Today is the Feast of the Annunciation. In layman's terms, today we celebrate the angel Gabriel's announcement to Mary in Luke 1. "Behold, you will conceive in your womb and bear a son, and you shall call his name Jesus..." (Luke 1:31).

Why today? Isn't this Lent--isn't Good Friday just next week? It does seem like an odd time for this suspiciously Christmasy celebration, but there is good reason: pregnancies take nine months. You can do the math.

In celebration of the Feast of the Annunciation, I'm again posting a poem by the great English poet John Donne (1572-1631), "Upon the Annunciation and Passion Falling upon One Day. 1608." Because Good Friday moves around from year to year, it happens on occasion that it will fall upon March 25th--this happened in 2005, and it's coming up again in 2016. Donne wrote this poem, as the title makes clear enough, on such an occasion. I think this piece is beautiful, and I've personally found it to be a great way to consider the weight and majesty of the Annunciation while nevertheless keeping an eye to Holy Week, fast approaching.

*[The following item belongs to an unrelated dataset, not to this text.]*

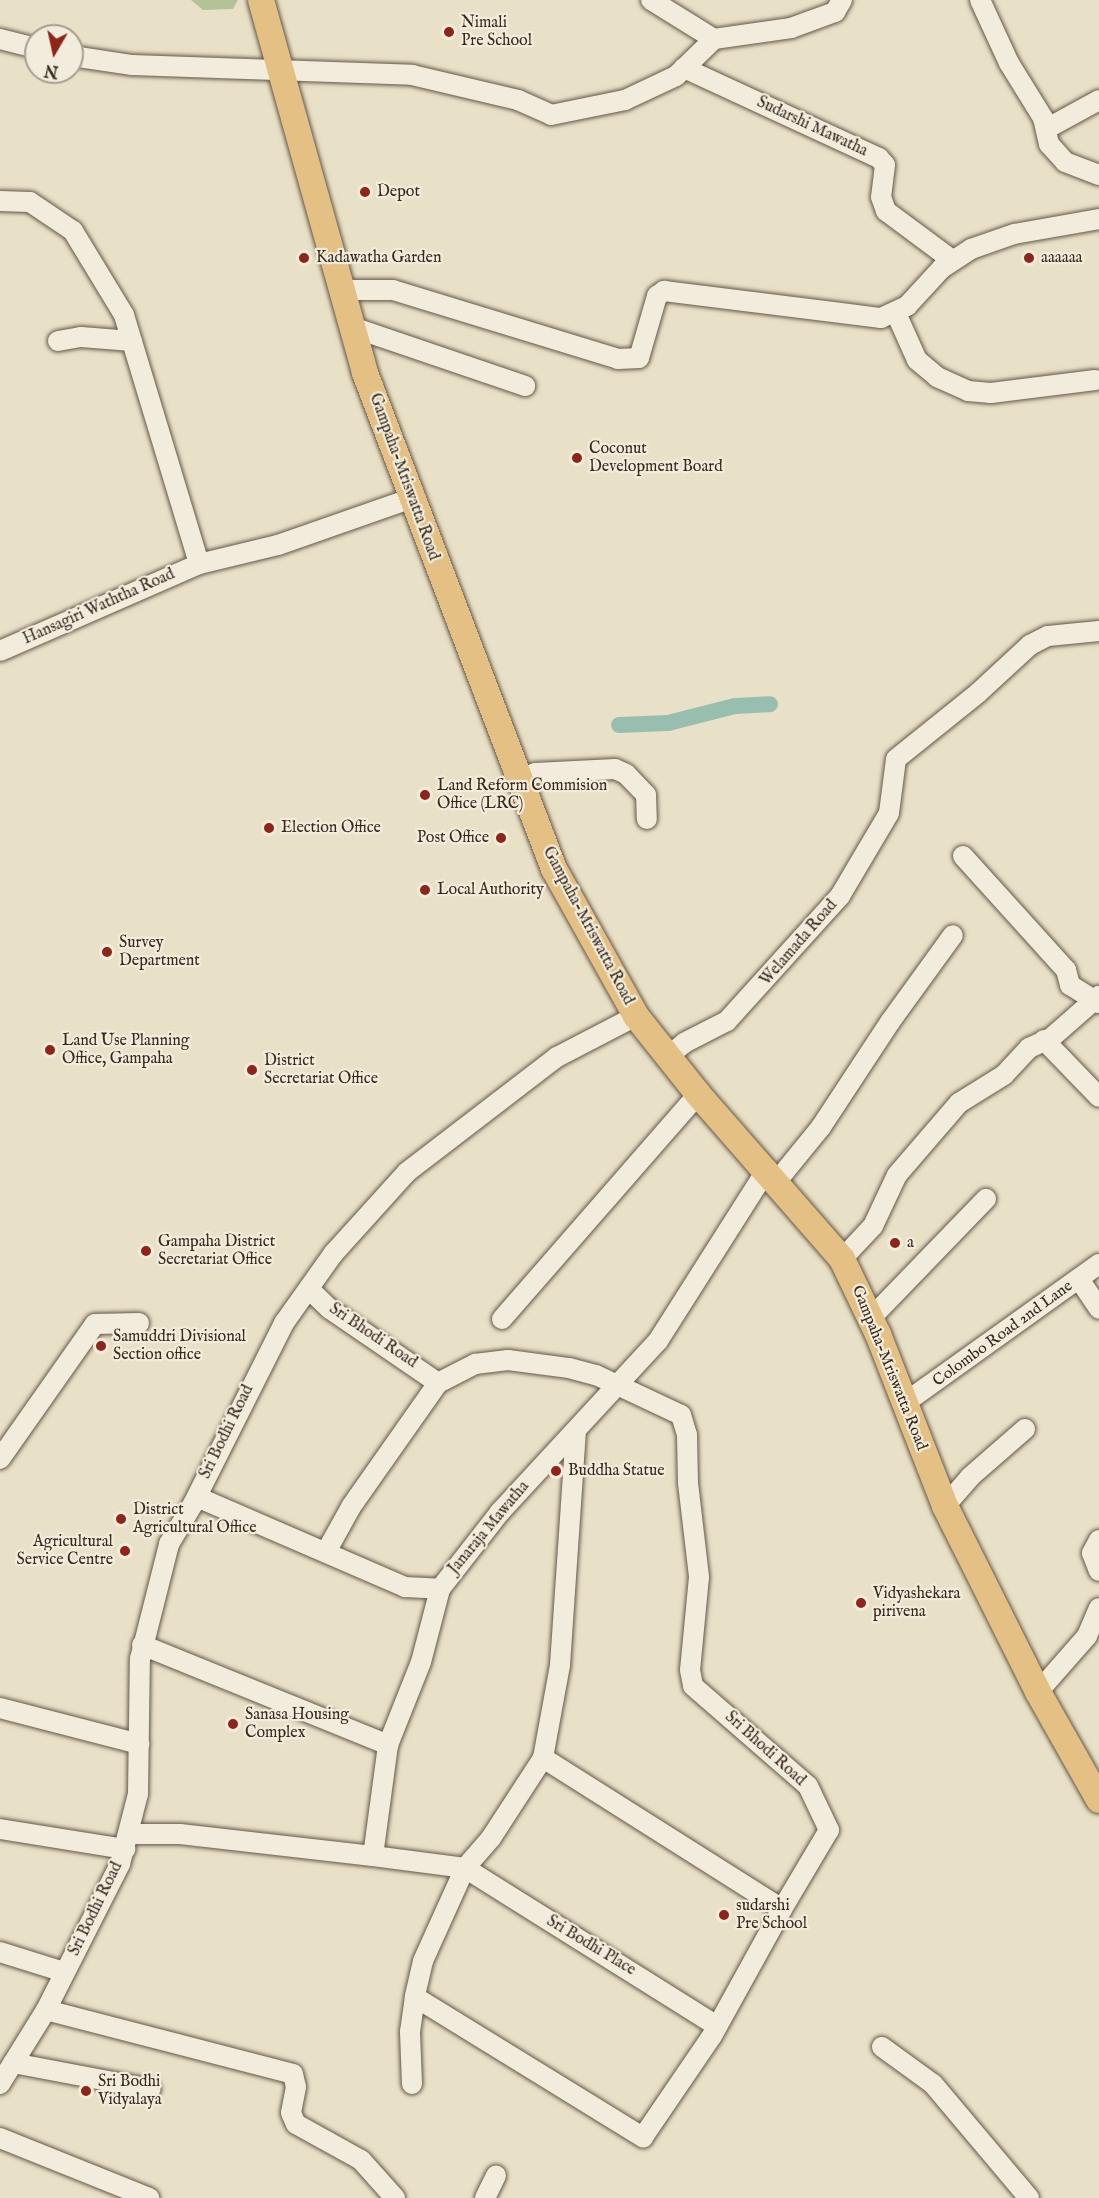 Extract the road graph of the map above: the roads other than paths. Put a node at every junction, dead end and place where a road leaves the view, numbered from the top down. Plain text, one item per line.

Upon the Annunciation and Passion Falling upon One Day. 1608

Tamely, frail body, abstain today; today
My soul eats twice, Christ hither and away.
She sees Him man, so like God made in this,
That of them both a circle emblem is,
Whose first and last concur; this doubtful day
Of feast or fast, Christ came and went away;
She sees Him nothing twice at once, who's all;
She sees a Cedar plant itself and fall
Her Maker put to making, and the head
Of life at once not yet alive yet dead;
She sees at once the virgin mother stay
Reclused at home, public at Golgotha;
Sad and rejoiced she's seen at once, and seen
At almost fifty and at scarce fifteen;
At once a Son is promised her, and gone;
Gabriel gives Christ to her, He her to John;
Not fully a mother, she's in orbity,
At once receiver and the legacy;
All this, and all between, this day hath shown,
The abridgment of Christ's story, which makes one
(As in plain maps, the furthest west is east)
Of the Angels' Ave and Consummatum est.
How well the Church, God's court of faculties,
Deals in some times and seldom joining these!
As by the self-fixed Pole we never do
Direct our course, but the next star thereto,
Which shows where the other is and which we say
(Because it strays not far) doth never stray,
So God by His Church, nearest to Him, we know
And stand firm, if we by her motion go;
His Spirit, as His fiery pillar doth
Lead, and His Church, as cloud, to one end both.
This Church, by letting these days join, hath shown
Death and conception in mankind is one:
Or 'twas in Him the same humility
That He would be a man and leave to be:
Or as creation He had made, as God,
With the last judgment but one period,
His imitating Spouse would join in one
Manhood's extremes: He shall come, He is gone:
Or as though one blood drop, which thence did fall,
Accepted, would have served, He yet shed all;
So though the least of His pains, deeds, or words,
Would busy a life, she all this day affords;
This treasure then, in gross, my soul uplay,
And in my life retail it every day.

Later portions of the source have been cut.